All because of one old memory. All because of one horrid name. Snivellus.

How could his father be that terrible? He had picked on someone else for the fun of it, because his best friend was bored. Wasn’t that like how Tom Riddle started out? Hadn’t he been a charismatic young man? Harry has seen a shadow of the sixteen year old in his second year – Tom Riddle was extremely powerful with his words and demeanor. Hadn’t he attacked others because he felt like it; even bragged about killing Moaning Myrtle? James had been no better as a teenager.
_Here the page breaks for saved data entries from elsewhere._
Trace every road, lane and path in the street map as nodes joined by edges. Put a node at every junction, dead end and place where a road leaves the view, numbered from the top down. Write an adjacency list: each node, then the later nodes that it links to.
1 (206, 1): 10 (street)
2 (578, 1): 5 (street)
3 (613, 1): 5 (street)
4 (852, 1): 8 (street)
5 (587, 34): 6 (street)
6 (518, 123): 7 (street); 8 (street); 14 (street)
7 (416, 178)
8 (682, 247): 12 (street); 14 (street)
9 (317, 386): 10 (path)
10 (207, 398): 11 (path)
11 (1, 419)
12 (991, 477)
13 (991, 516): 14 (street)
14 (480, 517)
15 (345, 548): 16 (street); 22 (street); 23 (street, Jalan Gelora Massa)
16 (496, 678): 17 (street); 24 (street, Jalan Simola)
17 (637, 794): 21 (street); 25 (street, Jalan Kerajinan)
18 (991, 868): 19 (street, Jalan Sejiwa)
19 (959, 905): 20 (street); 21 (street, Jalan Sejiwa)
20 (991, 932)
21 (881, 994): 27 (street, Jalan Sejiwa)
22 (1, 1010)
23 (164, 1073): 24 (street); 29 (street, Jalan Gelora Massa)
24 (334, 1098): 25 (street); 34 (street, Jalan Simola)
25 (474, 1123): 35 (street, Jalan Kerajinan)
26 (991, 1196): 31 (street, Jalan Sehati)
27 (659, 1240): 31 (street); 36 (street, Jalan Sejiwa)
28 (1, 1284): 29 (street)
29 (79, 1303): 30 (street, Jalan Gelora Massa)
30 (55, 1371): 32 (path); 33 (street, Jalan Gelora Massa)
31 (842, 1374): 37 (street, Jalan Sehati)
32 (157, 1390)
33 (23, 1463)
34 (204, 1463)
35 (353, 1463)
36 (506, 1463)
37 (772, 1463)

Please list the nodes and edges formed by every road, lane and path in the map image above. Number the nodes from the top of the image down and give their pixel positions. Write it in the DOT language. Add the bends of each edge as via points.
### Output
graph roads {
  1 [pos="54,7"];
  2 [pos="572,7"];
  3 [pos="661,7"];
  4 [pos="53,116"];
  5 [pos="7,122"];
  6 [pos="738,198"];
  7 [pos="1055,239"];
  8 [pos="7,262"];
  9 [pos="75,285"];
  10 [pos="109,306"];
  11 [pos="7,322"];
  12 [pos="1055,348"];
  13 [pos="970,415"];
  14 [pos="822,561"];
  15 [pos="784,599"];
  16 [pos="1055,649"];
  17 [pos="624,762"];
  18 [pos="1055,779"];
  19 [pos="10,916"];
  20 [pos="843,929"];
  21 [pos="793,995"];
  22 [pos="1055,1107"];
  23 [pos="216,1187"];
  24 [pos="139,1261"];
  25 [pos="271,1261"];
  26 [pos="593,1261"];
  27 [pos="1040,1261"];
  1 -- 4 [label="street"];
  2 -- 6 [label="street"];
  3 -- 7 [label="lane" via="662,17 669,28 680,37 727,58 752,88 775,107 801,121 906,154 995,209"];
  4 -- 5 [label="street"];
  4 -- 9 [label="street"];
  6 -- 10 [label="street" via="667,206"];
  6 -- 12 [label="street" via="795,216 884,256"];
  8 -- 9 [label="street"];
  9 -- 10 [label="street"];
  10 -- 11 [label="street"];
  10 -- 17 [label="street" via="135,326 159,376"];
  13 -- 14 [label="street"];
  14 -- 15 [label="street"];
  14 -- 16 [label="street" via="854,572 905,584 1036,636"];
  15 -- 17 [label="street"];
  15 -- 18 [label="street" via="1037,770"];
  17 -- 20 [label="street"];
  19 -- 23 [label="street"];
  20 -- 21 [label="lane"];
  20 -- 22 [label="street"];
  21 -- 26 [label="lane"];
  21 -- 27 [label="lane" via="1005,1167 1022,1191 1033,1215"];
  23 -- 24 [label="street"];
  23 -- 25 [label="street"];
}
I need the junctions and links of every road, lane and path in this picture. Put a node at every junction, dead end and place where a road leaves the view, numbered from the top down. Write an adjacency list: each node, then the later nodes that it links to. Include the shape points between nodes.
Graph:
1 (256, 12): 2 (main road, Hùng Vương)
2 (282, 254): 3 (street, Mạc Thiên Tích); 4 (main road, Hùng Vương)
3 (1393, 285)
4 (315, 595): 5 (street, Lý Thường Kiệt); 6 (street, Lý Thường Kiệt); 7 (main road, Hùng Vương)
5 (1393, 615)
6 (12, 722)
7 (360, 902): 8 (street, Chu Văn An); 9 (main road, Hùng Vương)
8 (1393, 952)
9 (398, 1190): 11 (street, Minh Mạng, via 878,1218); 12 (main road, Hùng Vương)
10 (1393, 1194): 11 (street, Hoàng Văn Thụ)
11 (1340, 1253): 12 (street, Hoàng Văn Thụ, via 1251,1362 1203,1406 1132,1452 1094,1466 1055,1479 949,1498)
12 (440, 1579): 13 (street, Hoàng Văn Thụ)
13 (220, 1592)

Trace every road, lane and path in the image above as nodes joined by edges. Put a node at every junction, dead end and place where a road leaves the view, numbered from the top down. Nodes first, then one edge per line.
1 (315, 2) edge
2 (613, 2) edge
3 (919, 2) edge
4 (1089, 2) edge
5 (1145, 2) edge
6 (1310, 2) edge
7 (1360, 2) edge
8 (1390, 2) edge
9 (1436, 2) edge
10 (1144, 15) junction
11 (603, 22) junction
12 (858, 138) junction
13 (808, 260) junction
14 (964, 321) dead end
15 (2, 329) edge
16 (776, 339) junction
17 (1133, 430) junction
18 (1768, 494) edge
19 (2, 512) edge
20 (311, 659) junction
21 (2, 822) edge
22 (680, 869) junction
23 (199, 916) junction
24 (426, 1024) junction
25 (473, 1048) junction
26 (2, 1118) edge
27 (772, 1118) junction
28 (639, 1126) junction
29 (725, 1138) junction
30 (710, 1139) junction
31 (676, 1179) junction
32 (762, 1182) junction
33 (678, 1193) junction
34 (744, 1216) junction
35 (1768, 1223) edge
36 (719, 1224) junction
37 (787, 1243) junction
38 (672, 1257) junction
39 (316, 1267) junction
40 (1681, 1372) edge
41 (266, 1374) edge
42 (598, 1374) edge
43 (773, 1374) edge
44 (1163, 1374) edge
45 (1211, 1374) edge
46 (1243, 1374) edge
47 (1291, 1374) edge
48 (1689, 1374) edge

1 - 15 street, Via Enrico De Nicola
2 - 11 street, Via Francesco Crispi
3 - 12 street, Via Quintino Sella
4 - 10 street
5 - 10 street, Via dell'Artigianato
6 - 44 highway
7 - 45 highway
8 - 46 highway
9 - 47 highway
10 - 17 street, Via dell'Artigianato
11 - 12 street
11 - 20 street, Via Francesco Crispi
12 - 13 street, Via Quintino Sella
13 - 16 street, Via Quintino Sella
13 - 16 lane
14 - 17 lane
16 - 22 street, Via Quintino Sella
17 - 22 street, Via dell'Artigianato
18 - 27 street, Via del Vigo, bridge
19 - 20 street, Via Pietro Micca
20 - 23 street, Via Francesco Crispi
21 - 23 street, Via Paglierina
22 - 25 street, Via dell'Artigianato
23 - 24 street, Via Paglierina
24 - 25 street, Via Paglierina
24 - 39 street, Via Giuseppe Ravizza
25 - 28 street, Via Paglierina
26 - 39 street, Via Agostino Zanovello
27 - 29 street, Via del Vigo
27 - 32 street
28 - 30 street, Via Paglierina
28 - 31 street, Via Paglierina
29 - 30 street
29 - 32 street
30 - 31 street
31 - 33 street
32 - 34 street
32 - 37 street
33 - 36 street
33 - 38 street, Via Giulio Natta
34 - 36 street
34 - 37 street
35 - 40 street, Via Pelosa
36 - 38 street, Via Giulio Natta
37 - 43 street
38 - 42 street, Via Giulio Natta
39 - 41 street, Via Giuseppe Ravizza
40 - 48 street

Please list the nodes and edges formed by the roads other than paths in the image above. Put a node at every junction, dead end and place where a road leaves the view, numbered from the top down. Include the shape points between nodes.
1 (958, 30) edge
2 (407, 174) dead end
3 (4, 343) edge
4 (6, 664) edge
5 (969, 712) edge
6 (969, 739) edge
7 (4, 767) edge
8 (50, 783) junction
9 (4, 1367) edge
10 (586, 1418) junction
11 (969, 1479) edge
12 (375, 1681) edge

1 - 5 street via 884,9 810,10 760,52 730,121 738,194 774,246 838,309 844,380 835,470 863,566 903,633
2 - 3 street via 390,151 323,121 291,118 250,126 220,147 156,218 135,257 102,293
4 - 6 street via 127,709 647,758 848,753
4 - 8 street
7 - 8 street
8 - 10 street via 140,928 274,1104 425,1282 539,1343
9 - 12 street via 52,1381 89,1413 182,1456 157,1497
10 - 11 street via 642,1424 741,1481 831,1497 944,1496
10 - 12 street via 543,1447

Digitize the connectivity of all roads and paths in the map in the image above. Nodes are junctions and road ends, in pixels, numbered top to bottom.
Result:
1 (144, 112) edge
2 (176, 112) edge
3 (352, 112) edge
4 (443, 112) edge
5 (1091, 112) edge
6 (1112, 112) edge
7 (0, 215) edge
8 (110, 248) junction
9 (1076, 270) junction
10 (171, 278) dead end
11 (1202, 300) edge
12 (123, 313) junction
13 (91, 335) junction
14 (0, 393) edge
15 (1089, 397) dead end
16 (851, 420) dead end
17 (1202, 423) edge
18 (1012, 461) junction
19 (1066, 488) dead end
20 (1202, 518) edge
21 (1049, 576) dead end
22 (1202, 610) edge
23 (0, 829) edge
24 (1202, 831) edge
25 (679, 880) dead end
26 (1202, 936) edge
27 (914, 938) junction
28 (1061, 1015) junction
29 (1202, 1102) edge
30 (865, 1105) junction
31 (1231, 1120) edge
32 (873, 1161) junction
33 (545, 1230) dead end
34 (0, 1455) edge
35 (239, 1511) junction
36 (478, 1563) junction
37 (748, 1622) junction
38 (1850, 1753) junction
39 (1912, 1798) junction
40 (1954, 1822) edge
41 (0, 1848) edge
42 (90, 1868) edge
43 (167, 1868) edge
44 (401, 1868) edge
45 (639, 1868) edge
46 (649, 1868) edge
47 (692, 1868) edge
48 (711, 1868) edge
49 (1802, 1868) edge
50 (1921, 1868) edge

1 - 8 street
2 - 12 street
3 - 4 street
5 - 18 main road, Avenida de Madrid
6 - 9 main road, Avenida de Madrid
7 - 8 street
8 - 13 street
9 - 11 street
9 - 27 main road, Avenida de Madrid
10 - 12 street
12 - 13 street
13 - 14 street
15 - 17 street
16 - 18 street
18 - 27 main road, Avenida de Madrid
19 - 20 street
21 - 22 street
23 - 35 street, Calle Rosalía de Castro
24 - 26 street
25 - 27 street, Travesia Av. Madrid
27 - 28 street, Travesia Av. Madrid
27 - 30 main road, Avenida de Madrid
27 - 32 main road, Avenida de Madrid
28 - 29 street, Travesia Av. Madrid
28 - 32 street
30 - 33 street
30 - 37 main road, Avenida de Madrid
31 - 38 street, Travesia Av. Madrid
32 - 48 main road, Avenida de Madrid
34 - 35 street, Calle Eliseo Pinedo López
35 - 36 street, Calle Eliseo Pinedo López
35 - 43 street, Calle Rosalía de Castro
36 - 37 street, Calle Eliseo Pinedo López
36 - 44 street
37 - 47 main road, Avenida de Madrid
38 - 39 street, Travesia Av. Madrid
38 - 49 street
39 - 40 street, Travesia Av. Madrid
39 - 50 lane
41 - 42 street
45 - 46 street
What made James Potter different than what Tom Riddle had been at sixteen?

“Well… it’s more the fact that he exists, if you know what I mean…”

How could anyone think that way about another person, let alone say it out loud!

Thus, that was how every illusion that Harry had held dear to his heart about his parents, every wishful thought that if things had somehow been different, he could’ve been loved – all that had shattered away into tiny, irreparable pieces that were once the images of his parents. All in the matter of a few moments of watching a simple memory. There was nothing left for him to hold onto, there was no hope, no ideal to cling to – it was over.

There was nothing left.

Of course, fate had brilliant timing. Because just at the moment that Harry’s heart had broken, that had to be the exact moment that a terrible hand gripped his underarm with the power a siren had in dragging her victims to their watery deaths.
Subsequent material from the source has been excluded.